The Defiant did a solid job reporting on why people felt weird about this vote. Uniswap governance, it should be noted, makes it particularly hard to get anything passed. This was only the fifth measure to rally enough tokens for a final vote and just the third successful measure since Uniswap introduced decentralized governance in September.
The proposal to create DEF passed largely with the support of very big UNI holders, deep-pocketed investors. It didn’t feel grassroots.
But let’s be honest about the core reason folks hated this grant: No one likes a big sale on a token they are holding. Investors in crypto have an especially short-term view of their favorite assets, probably because news and trades have a way of hitting their charts so fast and hard. Big sales are betrayals.
And the asset price was down 25% from the start of the week on Friday, but still up 100% from the start of the year. I know it hurt. No one likes a pinch in the smart wallet, but the objections are, in my mind, a bit myopic.
Decentralized finance is an industry that threatens the massive money spigots that run the whole world.

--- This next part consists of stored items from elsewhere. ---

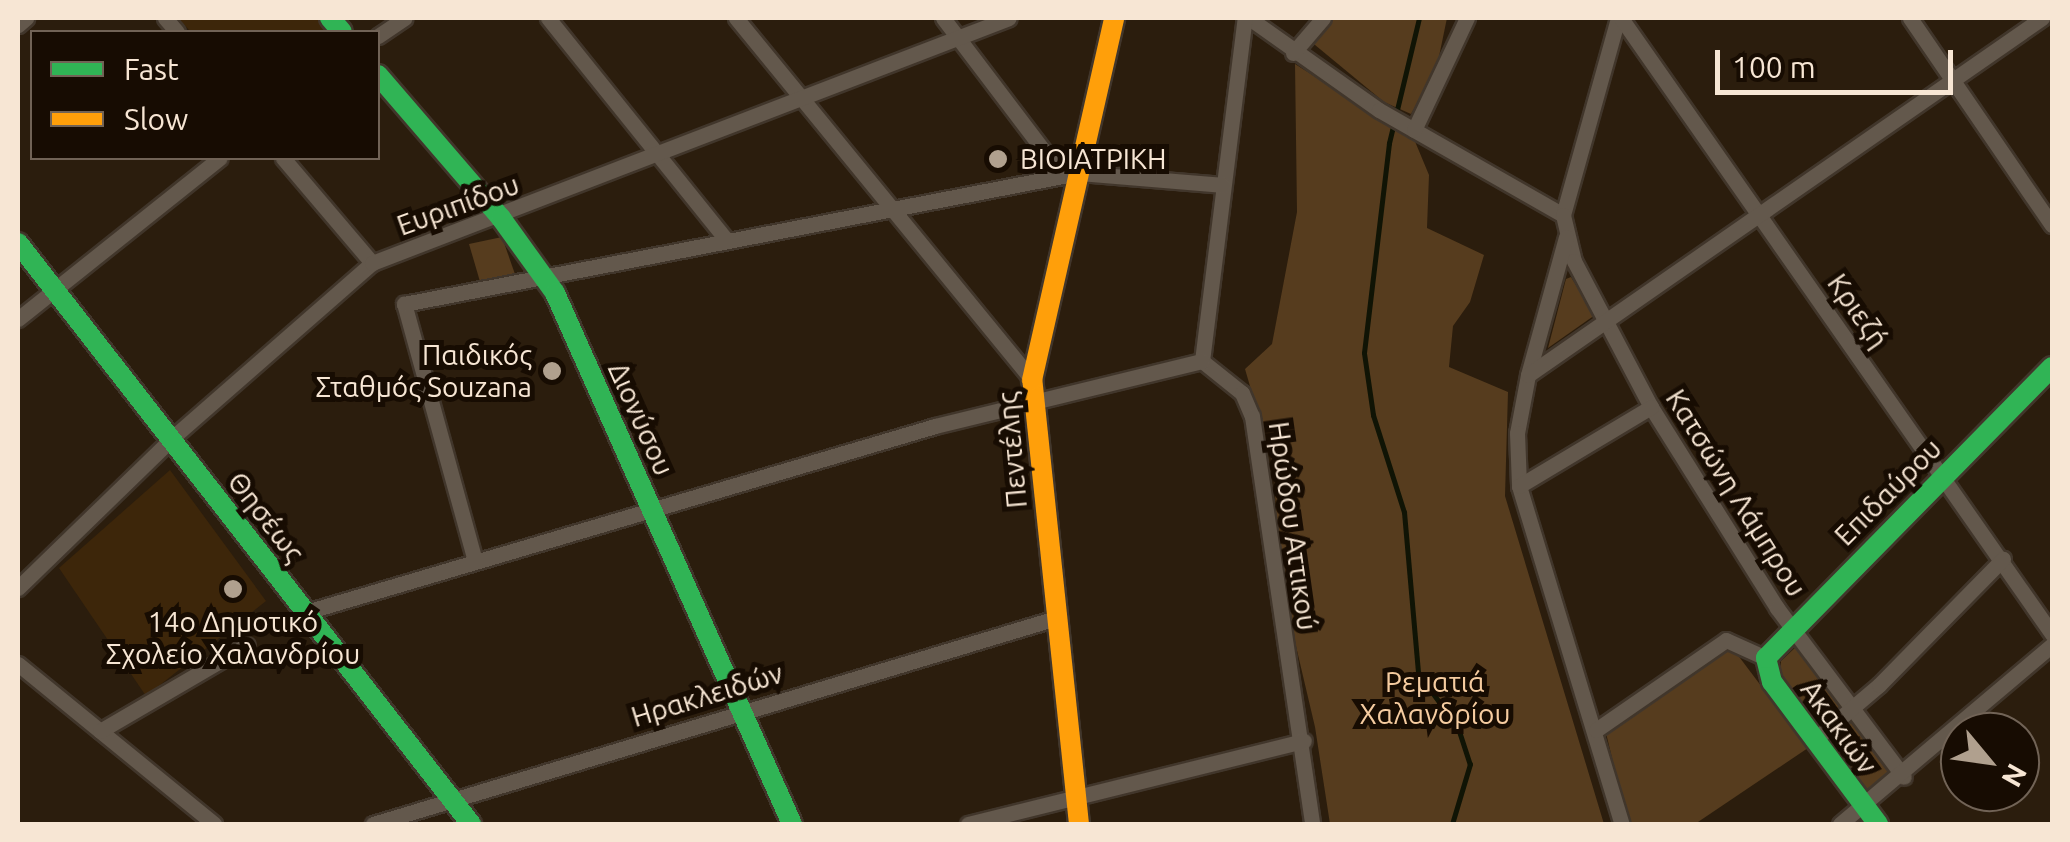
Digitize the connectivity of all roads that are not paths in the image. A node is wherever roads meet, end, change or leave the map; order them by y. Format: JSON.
{"nodes":[{"id":1,"x":26,"y":18,"type":"edge"},
{"id":2,"x":405,"y":18,"type":"edge"},
{"id":3,"x":548,"y":18,"type":"edge"},
{"id":4,"x":736,"y":18,"type":"edge"},
{"id":5,"x":942,"y":18,"type":"edge"},
{"id":6,"x":1009,"y":18,"type":"edge"},
{"id":7,"x":1114,"y":18,"type":"edge"},
{"id":8,"x":1247,"y":18,"type":"edge"},
{"id":9,"x":1323,"y":18,"type":"edge"},
{"id":10,"x":1467,"y":18,"type":"edge"},
{"id":11,"x":1619,"y":18,"type":"edge"},
{"id":12,"x":1910,"y":18,"type":"edge"},
{"id":13,"x":2042,"y":18,"type":"edge"},
{"id":14,"x":18,"y":24,"type":"edge"},
{"id":15,"x":380,"y":35,"type":"edge"},
{"id":16,"x":958,"y":39,"type":"junction"},
{"id":17,"x":1294,"y":52,"type":"junction"},
{"id":18,"x":380,"y":76,"type":"edge"},
{"id":19,"x":1952,"y":78,"type":"junction"},
{"id":20,"x":802,"y":97,"type":"junction"},
{"id":21,"x":1410,"y":128,"type":"junction"},
{"id":22,"x":658,"y":155,"type":"junction"},
{"id":23,"x":217,"y":160,"type":"edge"},
{"id":24,"x":285,"y":160,"type":"edge"},
{"id":25,"x":1071,"y":175,"type":"junction"},
{"id":26,"x":1222,"y":185,"type":"junction"},
{"id":27,"x":892,"y":209,"type":"junction"},
{"id":28,"x":1756,"y":210,"type":"junction"},
{"id":29,"x":1563,"y":215,"type":"junction"},
{"id":30,"x":500,"y":218,"type":"junction"},
{"id":31,"x":2052,"y":226,"type":"edge"},
{"id":32,"x":724,"y":237,"type":"junction"},
{"id":33,"x":1566,"y":237,"type":"junction"},
{"id":34,"x":18,"y":243,"type":"edge"},
{"id":35,"x":372,"y":263,"type":"junction"},
{"id":36,"x":542,"y":276,"type":"junction"},
{"id":37,"x":53,"y":289,"type":"junction"},
{"id":38,"x":18,"y":318,"type":"edge"},
{"id":39,"x":1602,"y":318,"type":"junction"},
{"id":40,"x":1202,"y":361,"type":"junction"},
{"id":41,"x":2052,"y":368,"type":"edge"},
{"id":42,"x":1528,"y":375,"type":"junction"},
{"id":43,"x":1032,"y":380,"type":"junction"},
{"id":44,"x":1033,"y":404,"type":"junction"},
{"id":45,"x":1651,"y":407,"type":"junction"},
{"id":46,"x":171,"y":439,"type":"junction"},
{"id":47,"x":1944,"y":475,"type":"junction"},
{"id":48,"x":1518,"y":486,"type":"junction"},
{"id":49,"x":651,"y":510,"type":"junction"},
{"id":50,"x":2003,"y":559,"type":"junction"},
{"id":51,"x":475,"y":561,"type":"junction"},
{"id":52,"x":18,"y":588,"type":"edge"},
{"id":53,"x":306,"y":612,"type":"junction"},
{"id":54,"x":1056,"y":618,"type":"junction"},
{"id":55,"x":1791,"y":628,"type":"junction"},
{"id":56,"x":2052,"y":634,"type":"edge"},
{"id":57,"x":247,"y":645,"type":"dead end"},
{"id":58,"x":2052,"y":645,"type":"edge"},
{"id":59,"x":1766,"y":658,"type":"junction"},
{"id":60,"x":18,"y":664,"type":"edge"},
{"id":61,"x":1853,"y":709,"type":"junction"},
{"id":62,"x":741,"y":710,"type":"junction"},
{"id":63,"x":100,"y":730,"type":"junction"},
{"id":64,"x":1596,"y":730,"type":"junction"},
{"id":65,"x":1304,"y":741,"type":"junction"},
{"id":66,"x":1813,"y":741,"type":"junction"},
{"id":67,"x":1904,"y":777,"type":"junction"},
{"id":68,"x":450,"y":798,"type":"junction"},
{"id":69,"x":1075,"y":798,"type":"junction"},
{"id":70,"x":1872,"y":816,"type":"edge"},
{"id":71,"x":214,"y":824,"type":"edge"},
{"id":72,"x":373,"y":824,"type":"edge"},
{"id":73,"x":471,"y":824,"type":"edge"},
{"id":74,"x":792,"y":824,"type":"edge"},
{"id":75,"x":968,"y":824,"type":"edge"},
{"id":76,"x":1079,"y":824,"type":"edge"},
{"id":77,"x":1312,"y":824,"type":"edge"},
{"id":78,"x":1622,"y":824,"type":"edge"},
{"id":79,"x":1840,"y":824,"type":"edge"}],
"edges":[{"from":1,"to":14,"type":"street"},
{"from":2,"to":15,"type":"street"},
{"from":3,"to":22,"type":"street"},
{"from":4,"to":20,"type":"street"},
{"from":5,"to":16,"type":"street"},
{"from":6,"to":16,"type":"street","name":"Ευριπίδου"},
{"from":7,"to":25,"type":"street","name":"Πεντέλης"},
{"from":8,"to":17,"type":"street"},
{"from":8,"to":26,"type":"street"},
{"from":9,"to":17,"type":"street"},
{"from":10,"to":21,"type":"street"},
{"from":11,"to":28,"type":"street","name":"Κριεζή"},
{"from":11,"to":29,"type":"street"},
{"from":12,"to":19,"type":"street"},
{"from":13,"to":19,"type":"street"},
{"from":16,"to":20,"type":"street","name":"Ευριπίδου"},
{"from":16,"to":25,"type":"street"},
{"from":17,"to":21,"type":"street"},
{"from":18,"to":30,"type":"street","name":"Διονύσου"},
{"from":19,"to":28,"type":"street"},
{"from":19,"to":31,"type":"street"},
{"from":20,"to":22,"type":"street","name":"Ευριπίδου"},
{"from":20,"to":27,"type":"street"},
{"from":21,"to":29,"type":"street"},
{"from":22,"to":30,"type":"street","name":"Ευριπίδου"},
{"from":22,"to":32,"type":"street"},
{"from":23,"to":37,"type":"street"},
{"from":24,"to":35,"type":"street"},
{"from":25,"to":26,"type":"street"},
{"from":25,"to":27,"type":"street"},
{"from":25,"to":43,"type":"street","name":"Πεντέλης"},
{"from":26,"to":40,"type":"street"},
{"from":27,"to":32,"type":"street"},
{"from":27,"to":43,"type":"street"},
{"from":28,"to":39,"type":"street"},
{"from":28,"to":47,"type":"street","name":"Κριεζή"},
{"from":29,"to":33,"type":"street","name":"Κατσώνη Λάμπρου"},
{"from":30,"to":35,"type":"street","name":"Ευριπίδου"},
{"from":30,"to":36,"type":"street","name":"Διονύσου"},
{"from":32,"to":36,"type":"street"},
{"from":33,"to":39,"type":"street","name":"Κατσώνη Λάμπρου"},
{"from":33,"to":42,"type":"street"},
{"from":34,"to":37,"type":"street","name":"Θησέως"},
{"from":35,"to":46,"type":"street","name":"Ευριπίδου"},
{"from":36,"to":49,"type":"street","name":"Διονύσου"},
{"from":36,"to":51,"type":"street"},
{"from":37,"to":38,"type":"street"},
{"from":37,"to":46,"type":"street","name":"Θησέως"},
{"from":39,"to":42,"type":"street"},
{"from":39,"to":45,"type":"street","name":"Κατσώνη Λάμπρου"},
{"from":40,"to":44,"type":"street"},
{"from":40,"to":65,"type":"street","name":"Ηρώδου Αττικού"},
{"from":41,"to":47,"type":"street","name":"Επιδαύρου"},
{"from":42,"to":48,"type":"street"},
{"from":43,"to":44,"type":"street","name":"Πεντέλης"},
{"from":44,"to":49,"type":"street"},
{"from":44,"to":54,"type":"street","name":"Πεντέλης"},
{"from":45,"to":48,"type":"street"},
{"from":45,"to":55,"type":"street","name":"Κατσώνη Λάμπρου"},
{"from":46,"to":52,"type":"street","name":"Ευριπίδου"},
{"from":46,"to":53,"type":"street","name":"Θησέως"},
{"from":47,"to":50,"type":"street","name":"Κριεζή"},
{"from":47,"to":55,"type":"street","name":"Επιδαύρου"},
{"from":48,"to":64,"type":"street"},
{"from":49,"to":51,"type":"street"},
{"from":49,"to":62,"type":"street","name":"Διονύσου"},
{"from":50,"to":56,"type":"street","name":"Κριεζή"},
{"from":50,"to":61,"type":"street"},
{"from":51,"to":53,"type":"street"},
{"from":53,"to":68,"type":"street","name":"Θησέως"},
{"from":54,"to":62,"type":"street","name":"Ηρακλειδών"},
{"from":54,"to":69,"type":"street","name":"Πεντέλης"},
{"from":55,"to":59,"type":"street","name":"Επιδαύρου"},
{"from":55,"to":61,"type":"street","name":"Κατσώνη Λάμπρου"},
{"from":57,"to":63,"type":"street"},
{"from":58,"to":67,"type":"street"},
{"from":59,"to":64,"type":"street"},
{"from":59,"to":66,"type":"street","name":"Ακακιών"},
{"from":60,"to":63,"type":"street"},
{"from":61,"to":66,"type":"street"},
{"from":61,"to":67,"type":"street","name":"Κατσώνη Λάμπρου"},
{"from":62,"to":68,"type":"street","name":"Ηρακλειδών"},
{"from":62,"to":74,"type":"street","name":"Διονύσου"},
{"from":63,"to":71,"type":"street"},
{"from":64,"to":78,"type":"street"},
{"from":65,"to":69,"type":"street"},
{"from":65,"to":77,"type":"street","name":"Ηρώδου Αττικού"},
{"from":66,"to":70,"type":"street","name":"Ακακιών"},
{"from":67,"to":70,"type":"street"},
{"from":68,"to":72,"type":"street","name":"Ηρακλειδών"},
{"from":68,"to":73,"type":"street","name":"Θησέως"},
{"from":69,"to":75,"type":"street"},
{"from":69,"to":76,"type":"street","name":"Πεντέλης"},
{"from":70,"to":79,"type":"street"}]}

Its potential to shake up how value moves globally is too big; folks can only guess at how far it might go, even its builders.
This is becoming disconcerting to the powers that be. They aren’t going to bother with learning how blockchains work to try to build competing technologies. No, the powers that be, both the state and the financial industry, will use the levers of power they know well: the law and regulations. And, of course, the law is built upon the state’s martial power.
It surprised me to see there was a group in DeFi prescient enough to get an organization like DEF funded now (nearly as surprised as I was to learn it was getting $20 million out of the gate, but that’s a separate question). I wouldn’t have expected folks in DeFi to get serious about politics nearly this soon. After all, Silicon Valley sat on its hands for years before finally going big making their case inside capitol buildings.
But everything in crypto really does move faster than you expect.
Founding a fund to defend DeFi was the right move. I know that big sale felt like a blow to the UNI hodlers, but your bags will be better off over time if someone is making the case for this technology with lawmakers.